Ignatius's story

Parish priests rotated often through the Victorian town in which Ignatius grew up. ‘None of them stayed for more than three years, many sort of passed through the town in less than a year. To my mind, I can’t prove it, there was an active program of putting people there who were damaged and dangerous.’

Over several decades, Father Blayney sexually abused scores of children throughout southern Australia and he was frequently moved by the Church hierarchy. At the age of 10, Ignatius was a serving altar boy in his town’s Catholic church when he was sexually abused by Blayney on multiple occasions.

Ignatius said he thought the fact that his father was a violent alcoholic made him a target for the abuse. He didn’t tell his mother because he felt ashamed and embarrassed, and was conscious she was working hard to keep the family functioning. Ignatius said he still felt guilty that he hadn’t disclosed the abuse, particularly as more and more of Blayney’s victims came forward in later years to recount their tales of abuse.

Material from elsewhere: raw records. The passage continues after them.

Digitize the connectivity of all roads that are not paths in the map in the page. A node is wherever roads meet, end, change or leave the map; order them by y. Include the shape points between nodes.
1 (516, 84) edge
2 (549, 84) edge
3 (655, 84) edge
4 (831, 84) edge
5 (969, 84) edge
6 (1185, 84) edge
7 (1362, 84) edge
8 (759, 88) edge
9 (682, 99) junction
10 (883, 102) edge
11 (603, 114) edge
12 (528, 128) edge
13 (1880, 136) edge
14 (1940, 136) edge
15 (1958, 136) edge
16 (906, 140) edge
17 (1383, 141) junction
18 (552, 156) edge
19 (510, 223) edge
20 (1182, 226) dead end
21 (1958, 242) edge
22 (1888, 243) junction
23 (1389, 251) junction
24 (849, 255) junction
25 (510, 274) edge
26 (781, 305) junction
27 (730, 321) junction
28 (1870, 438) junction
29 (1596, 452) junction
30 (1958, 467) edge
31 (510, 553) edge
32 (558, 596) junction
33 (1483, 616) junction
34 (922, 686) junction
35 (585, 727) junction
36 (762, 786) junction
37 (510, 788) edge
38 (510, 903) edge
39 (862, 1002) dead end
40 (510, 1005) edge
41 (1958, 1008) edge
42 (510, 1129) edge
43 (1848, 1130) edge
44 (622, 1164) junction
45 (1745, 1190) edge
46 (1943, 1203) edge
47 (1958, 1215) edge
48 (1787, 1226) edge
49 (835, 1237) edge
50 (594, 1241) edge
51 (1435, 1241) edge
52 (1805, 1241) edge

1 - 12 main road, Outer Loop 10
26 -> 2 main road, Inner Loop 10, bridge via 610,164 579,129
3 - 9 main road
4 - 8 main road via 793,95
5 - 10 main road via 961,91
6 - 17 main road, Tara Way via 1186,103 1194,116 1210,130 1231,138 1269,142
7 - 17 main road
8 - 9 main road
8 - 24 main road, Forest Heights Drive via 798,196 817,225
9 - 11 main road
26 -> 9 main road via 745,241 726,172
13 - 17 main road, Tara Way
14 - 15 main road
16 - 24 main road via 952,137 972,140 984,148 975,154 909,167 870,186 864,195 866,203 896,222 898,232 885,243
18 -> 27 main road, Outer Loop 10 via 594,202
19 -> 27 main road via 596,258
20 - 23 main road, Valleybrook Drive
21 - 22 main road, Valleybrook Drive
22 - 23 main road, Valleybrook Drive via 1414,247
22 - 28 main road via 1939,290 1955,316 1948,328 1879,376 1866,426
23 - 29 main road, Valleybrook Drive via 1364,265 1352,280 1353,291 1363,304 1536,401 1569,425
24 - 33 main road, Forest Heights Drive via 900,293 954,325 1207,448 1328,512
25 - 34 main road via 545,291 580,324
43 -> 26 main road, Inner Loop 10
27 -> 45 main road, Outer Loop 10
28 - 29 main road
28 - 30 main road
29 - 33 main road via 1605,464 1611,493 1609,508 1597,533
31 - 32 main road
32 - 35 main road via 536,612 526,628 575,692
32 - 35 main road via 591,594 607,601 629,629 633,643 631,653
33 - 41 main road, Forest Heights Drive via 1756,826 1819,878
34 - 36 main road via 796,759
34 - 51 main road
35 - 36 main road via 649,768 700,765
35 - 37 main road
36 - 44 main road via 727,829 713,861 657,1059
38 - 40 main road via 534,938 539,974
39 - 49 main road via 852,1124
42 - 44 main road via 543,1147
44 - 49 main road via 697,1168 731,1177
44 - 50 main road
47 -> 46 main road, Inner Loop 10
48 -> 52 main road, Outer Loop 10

In the late 1970s Ignatius was alone at home one day when another priest, Father Clarence, came to the house and cornered the 13-year-old, and then tried to fondle him. Ignatius picked up a cricket bat and hit the priest who quickly left.

Ignatius was angry at the Catholic Church hierarchy’s response to numerous allegations of sexual abuse against Blayney and his subsequent conviction and imprisonment. While noting many good people worked within the Church, Ignatius said everyone had been let down by a system which ‘gave ammunition to the paedophiles and gave them the opportunity’.

He thought Church authorities should have asked difficult questions early on to find out who had been affected by the abuse and when. ‘You actually get off your bum, get in the car and drive to the various towns where these events occurred … It doesn’t take a lot of work to actually get down there or work the phones for 20 minutes and ring people.’

In 2013 Ignatius was approached by Victoria Police who at the time were investigating allegations against both Blayney and Clarence. Ignatius made a formal statement in a process he found daunting but positive.

‘I went in and they were exceptional, fantastic … They gave me the space to say what I was 100 per cent sure had happened, what I was 100 per cent sure didn’t happen, and what were the grey areas … I was incredibly impressed with how it was conducted and the manner in which it was done.’

A group of charges, including Ignatius’s, was brought against Blayney in about five years ago. They were the third group to be heard, with the previous two groups having resulted in prison terms. Blayney again pleaded guilty and was sentenced to further years in jail.

At the time of making his police statement, Ignatius applied to Towards Healing for an acknowledgement of the abuse and financial compensation. ‘The Church is not going to learn anything until you actually hurt them financially’, he said.

Initially told by Towards Healing staff that they couldn’t take any action because of pending criminal action, Ignatius contacted them again after Blayney’s guilty plea. He was told to wait until after sentencing. When that process was finalised, Ignatius again contacted them, but two months later hadn’t received any response.

He also learned that many documents relating to Blayney had been destroyed by the bishop. ‘It’s bordering on criminal negligence, that you’ve got an organisation that can effectively condone behaviours like that. That bothers me enormously … If this was any other organisation other than a religious … they would be closed down.’

He is now considering joining a class action. ‘To be honest, as a taxpayer, I feel what a waste of resources. Australian courts have got better things to deal with than this, you know? It’s so obvious what occurred. Just get on with it and make a settlement. I mean, the more and more I think about this, the angrier I get.’

Ignatius said he lost faith in the Catholic Church a long time ago. While he has done well in his personal life and employment, he still has a problem with authority. ‘So whilst I’ve been really, really lucky, I had a great career, it probably hasn’t been as good as it could have been. In fact, yeah, I struggle a lot with that.’